When did it become normal for adults, predominantly females, to use straws? I understand that people with disabilities may need to use straws.

Personally I hate straws in my drinks. If my g and t needs stirring provide me with a twizzle stick.


----------



## Brett Wyman

I think they should just pour the water into our cupped hands and we can lap it up with our tongues.


----------



## gdrj

WDWnative said:


> The global movement to reduce waste and use natural products should be a key goal for Disney. Disney should ban all styrofoam onsite at parks, resorts, cruises, and vacation clubs. Ban all plastic straws, bowls, plates, and cups. Lastly, grow naturally onsite fruita and vegetables for select restaurants.


And and travelers to WDW should walk and stop taking planes and the busses from the airport. They should get rid of all heat and AC too!  

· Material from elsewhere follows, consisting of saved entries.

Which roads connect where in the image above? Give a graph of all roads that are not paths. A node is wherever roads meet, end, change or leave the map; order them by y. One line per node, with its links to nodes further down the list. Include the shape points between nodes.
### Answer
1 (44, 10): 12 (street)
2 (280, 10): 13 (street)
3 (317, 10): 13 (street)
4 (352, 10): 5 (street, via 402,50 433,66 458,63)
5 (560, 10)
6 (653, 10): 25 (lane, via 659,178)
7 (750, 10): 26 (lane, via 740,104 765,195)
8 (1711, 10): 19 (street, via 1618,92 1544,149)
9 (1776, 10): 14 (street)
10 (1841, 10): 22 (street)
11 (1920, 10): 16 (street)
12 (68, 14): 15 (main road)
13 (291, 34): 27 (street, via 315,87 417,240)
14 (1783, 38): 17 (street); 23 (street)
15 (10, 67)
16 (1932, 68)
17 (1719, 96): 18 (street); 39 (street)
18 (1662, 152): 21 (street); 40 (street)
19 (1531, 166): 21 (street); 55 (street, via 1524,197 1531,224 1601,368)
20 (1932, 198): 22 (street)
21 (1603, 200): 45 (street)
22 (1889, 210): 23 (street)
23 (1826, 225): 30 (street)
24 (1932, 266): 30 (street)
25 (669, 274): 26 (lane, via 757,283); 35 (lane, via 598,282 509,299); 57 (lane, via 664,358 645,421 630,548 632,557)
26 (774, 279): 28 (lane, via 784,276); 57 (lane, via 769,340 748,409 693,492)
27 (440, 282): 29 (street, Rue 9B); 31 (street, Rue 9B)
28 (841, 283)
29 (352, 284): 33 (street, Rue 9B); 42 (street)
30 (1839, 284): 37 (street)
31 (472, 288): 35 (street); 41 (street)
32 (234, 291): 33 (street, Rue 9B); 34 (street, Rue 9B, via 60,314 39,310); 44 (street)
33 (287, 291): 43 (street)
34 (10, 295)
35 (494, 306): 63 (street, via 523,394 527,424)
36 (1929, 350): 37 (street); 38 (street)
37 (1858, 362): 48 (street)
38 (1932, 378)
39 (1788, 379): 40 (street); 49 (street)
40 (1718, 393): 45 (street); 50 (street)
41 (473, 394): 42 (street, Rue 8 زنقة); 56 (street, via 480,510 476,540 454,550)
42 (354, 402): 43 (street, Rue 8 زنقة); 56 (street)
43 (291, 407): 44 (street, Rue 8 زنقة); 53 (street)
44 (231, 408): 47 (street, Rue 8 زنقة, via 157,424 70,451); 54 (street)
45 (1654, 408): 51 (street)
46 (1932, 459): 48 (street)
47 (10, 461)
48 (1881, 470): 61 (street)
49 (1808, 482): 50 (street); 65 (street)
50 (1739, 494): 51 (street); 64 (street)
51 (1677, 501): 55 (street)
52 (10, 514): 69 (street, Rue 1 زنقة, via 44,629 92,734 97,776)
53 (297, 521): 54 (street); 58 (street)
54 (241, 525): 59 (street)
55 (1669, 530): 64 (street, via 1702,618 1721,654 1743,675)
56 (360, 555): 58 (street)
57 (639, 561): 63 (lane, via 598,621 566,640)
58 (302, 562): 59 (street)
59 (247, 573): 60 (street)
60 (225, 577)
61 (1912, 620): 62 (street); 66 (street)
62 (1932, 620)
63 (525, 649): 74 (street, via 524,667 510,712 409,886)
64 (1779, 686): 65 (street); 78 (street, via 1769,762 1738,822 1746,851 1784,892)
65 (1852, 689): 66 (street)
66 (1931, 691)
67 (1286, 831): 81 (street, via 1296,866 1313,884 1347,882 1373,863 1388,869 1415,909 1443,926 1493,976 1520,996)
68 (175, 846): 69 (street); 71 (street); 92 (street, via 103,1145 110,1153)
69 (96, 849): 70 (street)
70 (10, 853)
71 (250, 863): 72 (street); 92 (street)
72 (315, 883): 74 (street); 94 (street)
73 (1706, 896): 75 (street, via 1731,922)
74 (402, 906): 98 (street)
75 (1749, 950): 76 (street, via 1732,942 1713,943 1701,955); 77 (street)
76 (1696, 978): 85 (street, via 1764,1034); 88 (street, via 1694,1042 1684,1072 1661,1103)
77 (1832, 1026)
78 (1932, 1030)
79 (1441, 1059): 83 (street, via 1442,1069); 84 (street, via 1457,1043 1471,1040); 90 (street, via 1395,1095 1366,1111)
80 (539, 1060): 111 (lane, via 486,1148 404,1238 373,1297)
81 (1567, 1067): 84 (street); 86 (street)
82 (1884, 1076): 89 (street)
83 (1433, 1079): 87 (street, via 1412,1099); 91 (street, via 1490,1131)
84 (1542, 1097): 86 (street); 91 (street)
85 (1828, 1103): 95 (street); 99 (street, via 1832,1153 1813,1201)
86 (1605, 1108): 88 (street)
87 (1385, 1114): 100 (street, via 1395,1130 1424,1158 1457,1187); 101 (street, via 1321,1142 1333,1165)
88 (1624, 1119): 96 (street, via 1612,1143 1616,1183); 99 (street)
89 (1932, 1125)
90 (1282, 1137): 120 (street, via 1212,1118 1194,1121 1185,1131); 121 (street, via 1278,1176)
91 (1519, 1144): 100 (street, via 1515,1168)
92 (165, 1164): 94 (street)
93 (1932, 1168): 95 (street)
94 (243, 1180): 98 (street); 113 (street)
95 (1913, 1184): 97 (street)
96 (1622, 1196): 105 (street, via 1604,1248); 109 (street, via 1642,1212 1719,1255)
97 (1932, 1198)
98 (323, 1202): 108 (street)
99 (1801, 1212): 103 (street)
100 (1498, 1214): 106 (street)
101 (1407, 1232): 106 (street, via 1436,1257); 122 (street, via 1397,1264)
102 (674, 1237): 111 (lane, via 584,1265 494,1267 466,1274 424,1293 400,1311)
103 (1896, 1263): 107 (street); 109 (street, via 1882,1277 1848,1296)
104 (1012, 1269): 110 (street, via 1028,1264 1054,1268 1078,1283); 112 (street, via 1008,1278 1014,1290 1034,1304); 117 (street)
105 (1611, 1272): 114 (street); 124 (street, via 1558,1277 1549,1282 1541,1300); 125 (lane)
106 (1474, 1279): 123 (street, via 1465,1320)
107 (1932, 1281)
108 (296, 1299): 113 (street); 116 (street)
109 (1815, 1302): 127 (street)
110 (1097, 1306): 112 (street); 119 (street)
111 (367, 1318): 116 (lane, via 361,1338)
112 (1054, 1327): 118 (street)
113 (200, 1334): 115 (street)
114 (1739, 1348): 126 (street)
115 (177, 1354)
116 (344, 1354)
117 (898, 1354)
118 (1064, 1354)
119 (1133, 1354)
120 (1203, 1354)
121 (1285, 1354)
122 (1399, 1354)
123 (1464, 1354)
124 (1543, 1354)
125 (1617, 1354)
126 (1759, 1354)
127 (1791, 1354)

(You do realize Disney has been a leader in reducing waste right?).


----------



## AurumPunzel

Paper straws have a bigger environmental impact than plastic. The manufacturing process from the cutting down of the trees to the processing of pulp, and transportation, is far worse than the process to manufacture plastic. Also, paper straws cannot be recycled and often turn to mush in certain drinks, which render them useless, and you'd need more than one straw to finish off one drink if you intend to take a long time to consume the drink, which cancels out any supposed environmental benefit of paper. Not to mention that plastic straws only make up 0.03% of all oceanic plastic waste.


----------



## chainkid

I hate paper straws so much . It spoils the taste of my drink .   Slobs who litter spoil it for everyone.


----------



## maxiesmom

AurumPunzel said:


> Paper straws have a bigger environmental impact than plastic. The manufacturing process from the cutting down of the trees to the processing of pulp, and transportation, is far worse than the process to manufacture plastic. Also, paper straws cannot be recycled and often turn to mush in certain drinks, which render them useless, and you'd need more than one straw to finish off one drink if you intend to take a long time to consume the drink, which cancels out any supposed environmental benefit of paper. Not to mention that plastic straws only make up 0.03% of all oceanic plastic waste.




I can never get on board with something that goes like "well, X is only a small percentage of trash, so let's not try and fix that small amount."  Small steps are at least steps.


----------



## AurumPunzel

maxiesmom said:


> I can never get on board with something that goes like "well, X is only a small percentage of trash, so let's not try and fix that small amount."  Small steps are at least steps.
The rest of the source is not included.